String to Int in java - Likely bad data, need to avoid exceptions

橙三吉。 提交于 2019-11-28 04:20:52

That's pretty much it, although returning MIN_VALUE is kind of questionable, unless you're sure it's the right thing to use for what you're essentially using as an error code. At the very least I'd document the error code behavior, though.

Might also be useful (depending on the application) to log the bad input so you can trace.

Stephen Ostermiller

I asked if there were open source utility libraries that had methods to do this parsing for you and the answer is yes!

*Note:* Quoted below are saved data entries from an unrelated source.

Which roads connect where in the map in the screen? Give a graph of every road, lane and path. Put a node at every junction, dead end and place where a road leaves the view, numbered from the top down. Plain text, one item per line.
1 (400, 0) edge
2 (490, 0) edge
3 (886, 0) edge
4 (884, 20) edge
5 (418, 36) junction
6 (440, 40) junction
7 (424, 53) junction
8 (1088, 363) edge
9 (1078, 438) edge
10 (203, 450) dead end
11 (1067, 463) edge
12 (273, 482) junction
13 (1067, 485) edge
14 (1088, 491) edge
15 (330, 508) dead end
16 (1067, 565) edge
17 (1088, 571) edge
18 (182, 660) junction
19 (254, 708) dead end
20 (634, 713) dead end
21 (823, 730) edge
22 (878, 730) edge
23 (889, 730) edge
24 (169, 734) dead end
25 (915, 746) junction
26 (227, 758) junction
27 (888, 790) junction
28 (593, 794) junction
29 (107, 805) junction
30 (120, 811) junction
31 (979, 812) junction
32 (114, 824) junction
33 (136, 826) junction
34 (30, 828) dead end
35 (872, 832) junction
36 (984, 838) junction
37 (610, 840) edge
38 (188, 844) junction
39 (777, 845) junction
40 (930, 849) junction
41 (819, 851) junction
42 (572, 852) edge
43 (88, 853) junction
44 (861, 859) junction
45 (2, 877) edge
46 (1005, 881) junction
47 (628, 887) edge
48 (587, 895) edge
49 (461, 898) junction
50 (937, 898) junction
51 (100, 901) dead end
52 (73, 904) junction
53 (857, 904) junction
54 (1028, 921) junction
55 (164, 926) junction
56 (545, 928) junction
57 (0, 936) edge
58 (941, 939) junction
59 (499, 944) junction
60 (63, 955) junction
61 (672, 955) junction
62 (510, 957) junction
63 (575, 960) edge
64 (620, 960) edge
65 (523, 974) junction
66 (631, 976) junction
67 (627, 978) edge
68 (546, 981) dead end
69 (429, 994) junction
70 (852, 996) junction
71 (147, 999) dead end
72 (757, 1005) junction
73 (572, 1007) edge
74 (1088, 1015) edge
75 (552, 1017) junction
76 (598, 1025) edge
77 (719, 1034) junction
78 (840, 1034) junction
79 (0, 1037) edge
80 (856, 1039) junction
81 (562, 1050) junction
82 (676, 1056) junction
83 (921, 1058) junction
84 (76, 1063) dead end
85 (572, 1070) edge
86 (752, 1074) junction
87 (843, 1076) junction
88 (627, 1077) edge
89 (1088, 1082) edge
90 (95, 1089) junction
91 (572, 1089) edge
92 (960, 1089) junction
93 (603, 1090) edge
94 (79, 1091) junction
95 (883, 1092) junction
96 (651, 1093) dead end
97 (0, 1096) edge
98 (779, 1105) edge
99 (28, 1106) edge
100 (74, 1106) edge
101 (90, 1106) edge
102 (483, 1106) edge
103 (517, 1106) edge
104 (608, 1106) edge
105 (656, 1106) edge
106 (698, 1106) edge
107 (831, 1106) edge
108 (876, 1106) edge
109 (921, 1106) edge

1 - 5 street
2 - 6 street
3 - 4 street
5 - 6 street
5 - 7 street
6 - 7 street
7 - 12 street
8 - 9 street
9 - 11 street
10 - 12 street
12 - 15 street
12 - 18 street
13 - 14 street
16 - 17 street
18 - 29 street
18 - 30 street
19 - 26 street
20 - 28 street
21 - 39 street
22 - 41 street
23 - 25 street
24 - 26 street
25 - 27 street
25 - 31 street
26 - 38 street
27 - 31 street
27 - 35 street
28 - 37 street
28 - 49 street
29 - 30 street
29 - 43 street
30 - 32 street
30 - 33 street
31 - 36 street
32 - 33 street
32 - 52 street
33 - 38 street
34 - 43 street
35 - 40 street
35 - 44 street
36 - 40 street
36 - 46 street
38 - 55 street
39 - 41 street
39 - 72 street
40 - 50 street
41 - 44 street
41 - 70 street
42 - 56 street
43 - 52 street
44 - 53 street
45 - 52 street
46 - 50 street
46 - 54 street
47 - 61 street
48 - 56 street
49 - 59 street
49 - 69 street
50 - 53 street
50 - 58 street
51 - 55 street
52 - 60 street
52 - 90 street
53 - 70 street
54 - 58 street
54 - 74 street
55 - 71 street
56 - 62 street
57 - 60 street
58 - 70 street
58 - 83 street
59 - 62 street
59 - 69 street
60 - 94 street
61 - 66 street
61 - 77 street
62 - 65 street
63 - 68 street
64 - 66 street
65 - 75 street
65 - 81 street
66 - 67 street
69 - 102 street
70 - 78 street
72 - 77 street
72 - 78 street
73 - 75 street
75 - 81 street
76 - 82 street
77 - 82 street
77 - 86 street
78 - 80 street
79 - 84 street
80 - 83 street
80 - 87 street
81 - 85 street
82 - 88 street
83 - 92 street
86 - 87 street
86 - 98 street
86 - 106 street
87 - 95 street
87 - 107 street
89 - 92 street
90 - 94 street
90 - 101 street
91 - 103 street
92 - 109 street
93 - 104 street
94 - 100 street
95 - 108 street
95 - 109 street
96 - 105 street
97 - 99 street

From Apache Commons Lang you can use NumberUtils.toInt:

// returns defaultValue if the string cannot be parsed.
int i = org.apache.commons.lang.math.NumberUtils.toInt(s, defaultValue);

From Google Guava you can use Ints.tryParse:

// returns null if the string cannot be parsed
// Will throw a NullPointerException if the string is null
Integer i = com.google.common.primitives.Ints.tryParse(s);

There is no need to write your own methods to parse numbers without throwing exceptions.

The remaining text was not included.